Work task: Where a line of the material includes the string "Wisteria", copy that line.
════
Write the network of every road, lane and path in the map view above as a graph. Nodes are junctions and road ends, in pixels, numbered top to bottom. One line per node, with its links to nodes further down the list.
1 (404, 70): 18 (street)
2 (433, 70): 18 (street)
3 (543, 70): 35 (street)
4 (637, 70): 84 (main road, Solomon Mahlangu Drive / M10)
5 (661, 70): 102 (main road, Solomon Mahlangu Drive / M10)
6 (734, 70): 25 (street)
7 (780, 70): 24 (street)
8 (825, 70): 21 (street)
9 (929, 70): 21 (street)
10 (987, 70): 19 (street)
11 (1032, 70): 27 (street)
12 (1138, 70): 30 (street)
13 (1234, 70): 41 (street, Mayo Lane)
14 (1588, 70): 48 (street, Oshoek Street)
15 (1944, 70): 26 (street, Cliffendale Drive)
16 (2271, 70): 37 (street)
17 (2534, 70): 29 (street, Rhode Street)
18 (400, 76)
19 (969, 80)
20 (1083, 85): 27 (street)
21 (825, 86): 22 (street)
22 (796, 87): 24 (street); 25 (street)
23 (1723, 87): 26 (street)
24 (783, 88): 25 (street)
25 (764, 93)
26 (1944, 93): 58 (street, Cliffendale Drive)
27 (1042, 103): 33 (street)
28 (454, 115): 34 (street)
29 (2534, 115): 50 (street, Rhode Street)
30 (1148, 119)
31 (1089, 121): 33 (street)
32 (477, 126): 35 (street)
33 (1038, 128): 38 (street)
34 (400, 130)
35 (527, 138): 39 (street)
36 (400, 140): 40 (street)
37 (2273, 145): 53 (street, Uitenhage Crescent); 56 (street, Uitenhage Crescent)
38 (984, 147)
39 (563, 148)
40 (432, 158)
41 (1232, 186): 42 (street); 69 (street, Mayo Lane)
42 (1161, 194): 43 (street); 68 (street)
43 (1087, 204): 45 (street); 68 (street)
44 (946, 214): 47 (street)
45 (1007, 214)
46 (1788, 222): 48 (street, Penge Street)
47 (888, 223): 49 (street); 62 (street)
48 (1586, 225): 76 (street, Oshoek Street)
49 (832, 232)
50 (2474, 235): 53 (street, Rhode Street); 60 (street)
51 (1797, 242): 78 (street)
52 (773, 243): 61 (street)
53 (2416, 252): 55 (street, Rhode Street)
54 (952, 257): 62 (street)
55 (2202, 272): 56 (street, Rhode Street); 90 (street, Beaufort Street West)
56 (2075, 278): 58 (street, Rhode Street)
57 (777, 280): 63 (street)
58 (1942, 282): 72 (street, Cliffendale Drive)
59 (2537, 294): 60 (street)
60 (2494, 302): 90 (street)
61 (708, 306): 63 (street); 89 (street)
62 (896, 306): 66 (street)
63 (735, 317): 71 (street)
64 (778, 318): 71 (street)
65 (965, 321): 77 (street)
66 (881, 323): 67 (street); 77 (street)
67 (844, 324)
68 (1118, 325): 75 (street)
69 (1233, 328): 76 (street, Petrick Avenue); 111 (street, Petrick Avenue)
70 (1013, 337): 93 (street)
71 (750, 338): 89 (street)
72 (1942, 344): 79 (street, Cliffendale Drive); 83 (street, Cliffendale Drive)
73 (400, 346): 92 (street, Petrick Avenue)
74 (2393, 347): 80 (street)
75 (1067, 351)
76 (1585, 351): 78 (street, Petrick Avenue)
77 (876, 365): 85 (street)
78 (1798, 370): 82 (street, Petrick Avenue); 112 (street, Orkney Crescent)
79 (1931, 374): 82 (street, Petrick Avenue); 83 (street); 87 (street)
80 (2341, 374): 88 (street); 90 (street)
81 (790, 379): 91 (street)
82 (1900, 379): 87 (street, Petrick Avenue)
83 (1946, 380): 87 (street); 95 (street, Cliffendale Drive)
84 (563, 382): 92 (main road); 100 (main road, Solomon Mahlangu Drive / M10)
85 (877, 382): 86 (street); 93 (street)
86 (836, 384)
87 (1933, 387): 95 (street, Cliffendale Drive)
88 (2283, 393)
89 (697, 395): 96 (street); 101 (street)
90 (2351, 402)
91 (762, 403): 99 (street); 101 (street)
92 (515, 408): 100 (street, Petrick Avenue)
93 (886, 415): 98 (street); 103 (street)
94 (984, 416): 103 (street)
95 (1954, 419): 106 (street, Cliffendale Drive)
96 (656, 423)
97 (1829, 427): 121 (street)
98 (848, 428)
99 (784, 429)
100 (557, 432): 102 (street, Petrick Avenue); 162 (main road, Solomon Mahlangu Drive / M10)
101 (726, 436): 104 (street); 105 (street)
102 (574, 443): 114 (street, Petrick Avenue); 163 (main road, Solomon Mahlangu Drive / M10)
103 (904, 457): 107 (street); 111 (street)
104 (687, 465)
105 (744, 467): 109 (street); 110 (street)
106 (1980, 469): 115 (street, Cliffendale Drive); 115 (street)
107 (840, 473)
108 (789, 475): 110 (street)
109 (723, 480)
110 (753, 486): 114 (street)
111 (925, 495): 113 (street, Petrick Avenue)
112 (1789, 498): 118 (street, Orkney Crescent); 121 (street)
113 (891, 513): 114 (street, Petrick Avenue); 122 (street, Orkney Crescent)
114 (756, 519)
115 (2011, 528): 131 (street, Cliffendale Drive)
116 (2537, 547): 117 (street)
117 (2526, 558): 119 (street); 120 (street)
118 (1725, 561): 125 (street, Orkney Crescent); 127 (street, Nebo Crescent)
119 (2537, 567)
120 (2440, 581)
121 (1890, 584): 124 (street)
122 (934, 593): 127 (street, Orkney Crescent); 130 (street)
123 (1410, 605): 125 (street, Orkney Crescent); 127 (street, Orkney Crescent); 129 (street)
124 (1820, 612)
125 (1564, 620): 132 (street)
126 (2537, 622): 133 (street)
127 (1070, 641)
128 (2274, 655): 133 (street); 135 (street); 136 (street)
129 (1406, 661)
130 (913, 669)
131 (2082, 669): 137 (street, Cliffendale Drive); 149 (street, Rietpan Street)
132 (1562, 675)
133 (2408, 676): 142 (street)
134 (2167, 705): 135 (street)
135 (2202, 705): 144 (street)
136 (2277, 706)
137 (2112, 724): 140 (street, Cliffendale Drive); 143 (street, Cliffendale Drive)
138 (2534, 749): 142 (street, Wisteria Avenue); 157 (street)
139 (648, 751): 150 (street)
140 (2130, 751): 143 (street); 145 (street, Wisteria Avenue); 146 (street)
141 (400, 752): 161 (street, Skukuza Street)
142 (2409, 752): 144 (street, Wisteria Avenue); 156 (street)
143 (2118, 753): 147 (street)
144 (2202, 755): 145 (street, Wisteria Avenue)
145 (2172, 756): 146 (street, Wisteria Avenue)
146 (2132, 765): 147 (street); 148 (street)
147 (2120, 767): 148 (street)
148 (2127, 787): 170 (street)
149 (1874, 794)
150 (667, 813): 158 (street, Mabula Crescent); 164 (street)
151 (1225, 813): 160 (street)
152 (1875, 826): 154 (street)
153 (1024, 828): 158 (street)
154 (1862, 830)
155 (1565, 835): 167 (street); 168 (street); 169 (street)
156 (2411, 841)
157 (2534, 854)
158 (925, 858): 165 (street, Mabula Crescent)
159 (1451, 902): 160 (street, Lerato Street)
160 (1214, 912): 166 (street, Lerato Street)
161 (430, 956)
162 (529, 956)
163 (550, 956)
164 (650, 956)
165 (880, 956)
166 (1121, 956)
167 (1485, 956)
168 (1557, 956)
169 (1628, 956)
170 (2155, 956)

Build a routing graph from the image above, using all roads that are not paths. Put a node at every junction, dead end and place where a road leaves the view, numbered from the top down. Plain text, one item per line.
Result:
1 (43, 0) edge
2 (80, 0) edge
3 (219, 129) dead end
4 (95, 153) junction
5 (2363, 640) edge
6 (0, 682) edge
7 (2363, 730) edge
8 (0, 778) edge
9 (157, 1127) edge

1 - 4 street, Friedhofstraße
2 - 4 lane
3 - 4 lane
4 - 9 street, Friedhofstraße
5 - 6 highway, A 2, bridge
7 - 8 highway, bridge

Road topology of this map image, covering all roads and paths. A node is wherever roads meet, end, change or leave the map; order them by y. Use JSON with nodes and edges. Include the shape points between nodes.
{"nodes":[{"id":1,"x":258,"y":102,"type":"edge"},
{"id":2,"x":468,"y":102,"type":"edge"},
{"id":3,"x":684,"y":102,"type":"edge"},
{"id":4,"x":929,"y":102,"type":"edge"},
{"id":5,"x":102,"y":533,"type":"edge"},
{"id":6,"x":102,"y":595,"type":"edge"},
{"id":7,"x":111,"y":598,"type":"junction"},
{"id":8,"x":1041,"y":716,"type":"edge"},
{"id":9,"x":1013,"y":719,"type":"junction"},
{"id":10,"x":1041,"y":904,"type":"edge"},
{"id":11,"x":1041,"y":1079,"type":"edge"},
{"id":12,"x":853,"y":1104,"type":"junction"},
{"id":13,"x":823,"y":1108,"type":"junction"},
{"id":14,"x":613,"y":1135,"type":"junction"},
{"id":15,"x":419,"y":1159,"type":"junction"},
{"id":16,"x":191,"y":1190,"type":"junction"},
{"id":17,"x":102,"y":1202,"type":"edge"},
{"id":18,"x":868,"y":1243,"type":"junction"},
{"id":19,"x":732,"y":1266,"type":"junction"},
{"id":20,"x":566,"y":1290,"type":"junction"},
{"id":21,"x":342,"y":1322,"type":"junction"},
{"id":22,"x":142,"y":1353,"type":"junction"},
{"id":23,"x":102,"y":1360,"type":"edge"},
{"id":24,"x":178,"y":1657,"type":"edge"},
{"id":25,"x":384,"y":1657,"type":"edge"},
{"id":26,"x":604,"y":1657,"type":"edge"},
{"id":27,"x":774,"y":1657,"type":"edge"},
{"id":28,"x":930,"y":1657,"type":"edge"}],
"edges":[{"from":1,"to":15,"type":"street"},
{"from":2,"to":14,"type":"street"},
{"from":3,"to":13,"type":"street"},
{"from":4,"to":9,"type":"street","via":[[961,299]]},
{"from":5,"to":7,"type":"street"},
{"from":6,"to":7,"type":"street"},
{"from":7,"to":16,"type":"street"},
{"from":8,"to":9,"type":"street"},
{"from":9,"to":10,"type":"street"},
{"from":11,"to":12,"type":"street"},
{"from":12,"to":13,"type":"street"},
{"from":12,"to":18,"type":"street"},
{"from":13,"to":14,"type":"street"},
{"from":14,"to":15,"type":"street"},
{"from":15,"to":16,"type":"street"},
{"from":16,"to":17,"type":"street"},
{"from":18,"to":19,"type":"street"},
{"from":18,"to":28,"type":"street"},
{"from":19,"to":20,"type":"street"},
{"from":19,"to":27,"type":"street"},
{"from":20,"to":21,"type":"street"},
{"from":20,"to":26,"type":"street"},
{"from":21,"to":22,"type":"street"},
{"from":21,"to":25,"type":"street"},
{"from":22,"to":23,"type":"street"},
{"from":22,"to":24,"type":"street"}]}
════
Solved problem:
138 (2534, 749): 142 (street, Wisteria Avenue); 157 (street)
140 (2130, 751): 143 (street); 145 (street, Wisteria Avenue); 146 (street)
142 (2409, 752): 144 (street, Wisteria Avenue); 156 (street)
144 (2202, 755): 145 (street, Wisteria Avenue)
145 (2172, 756): 146 (street, Wisteria Avenue)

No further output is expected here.